Я — холод. Это была первая моя мысль. Первая мысль только что родившегося существа. Даже не мысль — знание. Думать я еще не научился. Но знать — мог. Я — холод. Этим знанием, кроме которого ничего не было и которое поэтому являлось заменой плоти и крови, я жил так долго, что, казалось, умер еще раз, не вынеся адского, кромешного, уничтожающего и всепоглощающего холода.
И от холода я заплакал.

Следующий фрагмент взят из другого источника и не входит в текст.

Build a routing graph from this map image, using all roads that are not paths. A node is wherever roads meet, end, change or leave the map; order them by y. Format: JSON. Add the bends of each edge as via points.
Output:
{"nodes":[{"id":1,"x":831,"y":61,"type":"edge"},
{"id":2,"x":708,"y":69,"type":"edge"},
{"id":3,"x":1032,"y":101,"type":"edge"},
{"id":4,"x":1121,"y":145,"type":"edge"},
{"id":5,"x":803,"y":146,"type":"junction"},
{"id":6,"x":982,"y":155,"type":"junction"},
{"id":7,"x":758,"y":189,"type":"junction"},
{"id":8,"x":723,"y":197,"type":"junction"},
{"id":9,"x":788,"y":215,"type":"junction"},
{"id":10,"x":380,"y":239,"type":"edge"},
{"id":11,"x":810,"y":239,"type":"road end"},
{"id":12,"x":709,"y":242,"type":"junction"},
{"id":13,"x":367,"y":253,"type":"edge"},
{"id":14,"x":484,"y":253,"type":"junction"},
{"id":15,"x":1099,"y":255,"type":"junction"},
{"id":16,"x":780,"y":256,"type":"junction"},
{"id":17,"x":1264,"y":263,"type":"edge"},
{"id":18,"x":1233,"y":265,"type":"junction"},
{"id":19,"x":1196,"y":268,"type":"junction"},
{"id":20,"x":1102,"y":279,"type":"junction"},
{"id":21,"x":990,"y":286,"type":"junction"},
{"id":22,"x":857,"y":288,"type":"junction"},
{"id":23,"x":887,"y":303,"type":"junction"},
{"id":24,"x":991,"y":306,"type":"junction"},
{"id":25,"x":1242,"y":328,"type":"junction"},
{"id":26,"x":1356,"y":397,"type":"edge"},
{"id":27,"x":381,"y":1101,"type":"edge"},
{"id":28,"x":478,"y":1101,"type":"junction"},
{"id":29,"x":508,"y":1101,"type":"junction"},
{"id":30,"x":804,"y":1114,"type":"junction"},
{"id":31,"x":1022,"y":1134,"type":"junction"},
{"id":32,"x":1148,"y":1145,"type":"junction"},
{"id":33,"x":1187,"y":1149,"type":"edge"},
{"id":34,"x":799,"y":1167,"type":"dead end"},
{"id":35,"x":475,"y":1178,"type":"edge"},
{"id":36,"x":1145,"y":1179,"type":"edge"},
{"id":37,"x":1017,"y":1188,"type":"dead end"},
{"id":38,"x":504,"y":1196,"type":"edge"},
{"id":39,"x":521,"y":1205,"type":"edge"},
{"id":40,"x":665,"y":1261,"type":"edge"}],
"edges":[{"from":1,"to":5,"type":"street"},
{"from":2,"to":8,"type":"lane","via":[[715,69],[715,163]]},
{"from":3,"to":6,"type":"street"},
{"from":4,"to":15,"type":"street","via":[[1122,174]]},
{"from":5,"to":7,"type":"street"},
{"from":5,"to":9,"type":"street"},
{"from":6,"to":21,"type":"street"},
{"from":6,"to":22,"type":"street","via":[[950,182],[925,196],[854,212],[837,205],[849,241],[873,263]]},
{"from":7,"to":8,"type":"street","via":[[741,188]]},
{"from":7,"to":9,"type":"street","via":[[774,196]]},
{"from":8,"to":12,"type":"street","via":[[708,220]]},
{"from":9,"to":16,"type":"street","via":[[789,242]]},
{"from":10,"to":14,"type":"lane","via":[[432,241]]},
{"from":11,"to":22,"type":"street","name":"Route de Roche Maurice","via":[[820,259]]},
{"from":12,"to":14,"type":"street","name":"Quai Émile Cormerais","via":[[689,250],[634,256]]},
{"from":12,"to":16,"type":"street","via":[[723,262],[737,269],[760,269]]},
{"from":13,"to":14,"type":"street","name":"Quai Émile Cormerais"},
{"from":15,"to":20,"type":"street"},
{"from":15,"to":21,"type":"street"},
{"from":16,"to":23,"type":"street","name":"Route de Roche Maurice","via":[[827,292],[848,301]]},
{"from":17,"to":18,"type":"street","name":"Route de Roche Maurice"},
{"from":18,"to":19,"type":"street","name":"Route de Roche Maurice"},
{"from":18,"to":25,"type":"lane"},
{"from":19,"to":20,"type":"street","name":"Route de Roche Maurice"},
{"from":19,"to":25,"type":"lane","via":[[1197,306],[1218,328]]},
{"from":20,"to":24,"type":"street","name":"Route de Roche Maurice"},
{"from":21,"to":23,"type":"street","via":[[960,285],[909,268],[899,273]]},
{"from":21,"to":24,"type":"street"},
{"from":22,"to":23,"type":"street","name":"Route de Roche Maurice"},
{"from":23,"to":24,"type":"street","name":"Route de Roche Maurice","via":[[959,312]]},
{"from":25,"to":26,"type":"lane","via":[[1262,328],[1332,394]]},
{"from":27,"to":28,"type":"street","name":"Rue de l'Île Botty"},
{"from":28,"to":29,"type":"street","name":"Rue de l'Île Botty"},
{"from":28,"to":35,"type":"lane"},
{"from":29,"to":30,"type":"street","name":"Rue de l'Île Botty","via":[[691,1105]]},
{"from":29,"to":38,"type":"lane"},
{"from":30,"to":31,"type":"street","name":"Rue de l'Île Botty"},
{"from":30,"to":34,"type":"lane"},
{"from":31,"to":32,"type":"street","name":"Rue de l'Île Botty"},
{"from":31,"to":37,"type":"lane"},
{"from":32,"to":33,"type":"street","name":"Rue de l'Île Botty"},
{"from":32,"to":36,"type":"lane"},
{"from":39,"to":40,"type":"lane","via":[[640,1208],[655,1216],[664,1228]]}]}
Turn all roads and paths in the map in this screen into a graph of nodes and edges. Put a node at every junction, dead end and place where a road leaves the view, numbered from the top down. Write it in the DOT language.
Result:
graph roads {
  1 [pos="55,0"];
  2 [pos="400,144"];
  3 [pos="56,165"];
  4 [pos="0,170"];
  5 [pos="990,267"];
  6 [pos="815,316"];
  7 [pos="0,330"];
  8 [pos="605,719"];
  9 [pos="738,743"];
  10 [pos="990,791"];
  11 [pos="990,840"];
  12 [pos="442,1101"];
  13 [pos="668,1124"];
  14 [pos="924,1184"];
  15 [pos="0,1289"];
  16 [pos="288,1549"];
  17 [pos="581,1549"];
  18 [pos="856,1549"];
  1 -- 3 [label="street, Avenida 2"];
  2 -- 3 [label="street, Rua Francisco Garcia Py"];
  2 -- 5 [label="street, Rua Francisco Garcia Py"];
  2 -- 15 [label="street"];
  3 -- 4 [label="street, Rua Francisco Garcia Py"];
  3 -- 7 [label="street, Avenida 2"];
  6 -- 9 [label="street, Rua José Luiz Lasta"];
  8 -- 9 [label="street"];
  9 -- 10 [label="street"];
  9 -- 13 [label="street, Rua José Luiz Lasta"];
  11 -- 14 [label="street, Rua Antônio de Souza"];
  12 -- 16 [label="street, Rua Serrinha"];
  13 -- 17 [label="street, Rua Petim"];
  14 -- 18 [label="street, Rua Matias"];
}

Вопль явившегося на свет Ребенка. Только вместо света — тьма, вместо вопля — мычание, а вместо ребенка — одинокий кусок материи, который почему-то был не мертвым.
Тесная камера пыток, в которую меня запихали, вызывала непримиримое отвращение. Я не хотел и не мог находиться в ней. Отторжение стало второй моей мыслью. Уйти, вылезти, избавиться, разрушить. Разрушить сдавливающие меня стены, распрямиться. И я корчился, напрягался, доводил мысль об отторжении до невиданной силы, потому что ничего другого не ощущал. Весь мир был отторжением, и я — его сутью.
И я прорвался. Темница лопнула, как нарыв, изошла ошметками сковывающих ремней. Существовани сведенное до этого в точку одной-единственной мысли вспыхнуло, мгновенно растеклось бесконечностью. Новое ощущение выражало весь смысл мира: я — есть- Оно было единственным. Не существовало ничего, кроме него. Все мое существо было этим ощущением, вес мир: я — это мир, я — есть.
И вдруг возник вопрос, который все разрушил, где я?… И это была последняя мысль перед тем, как ожил.
Кашель раздирал грудь надсадным спазмом. Словно внутрь меня зашили горсть игл и булавок. Воя сквозь сжатые челюсти, я катался по земле. Руки не слушались, мне хотелось быстрей разодрать ногтями кожу на груди и вырвать из себя тяжелый колющий куль. И хорошо, что не слушались. Я бы непременно так и сделал. Выхаркнуть его не получалось: я вспахал горло, насилуемый кошмарным кашлем, и не мог остановиться. Когда я измучался до изнеможения, когда тело от каждого нового спазма начало взрываться мучительной ударяющей болью, я заорал, не в силах больше этого выносить. Я орал так, как никогда в жизни и как никогда больше не буду. Мне хотелось криком порвать у себя в груди все, что там находилось, и прекратить страдания.
И это сработало. Оглушенный и ослепленный, я вдруг осознал, что помехи в груди больше нет. Я был жив, лежал на чем-то, делал вдох, выдох, еще вдох.
Отупевшая от кашля голова гудела, как набатный колокол. Тело отсутствовало в ощущениях, изможденное кашлем вконец, и я радовался свободе от него хоть на какое-то время.
И минули сотни тысяч лет, прежде чем я снова осознал, что я — это я. Беспамятство могло длиться и секунду, но поскольку следить за временем было некому, то секунда приобретала равнозначность вечности. и лишь когда сознание включилось, начался заложенный в генах «тик-так», не позволяющий забыться, отсчитывающий мгновения жизни, сличая их одно с другим, делая выводы и заполняя голову белым шумом «существования».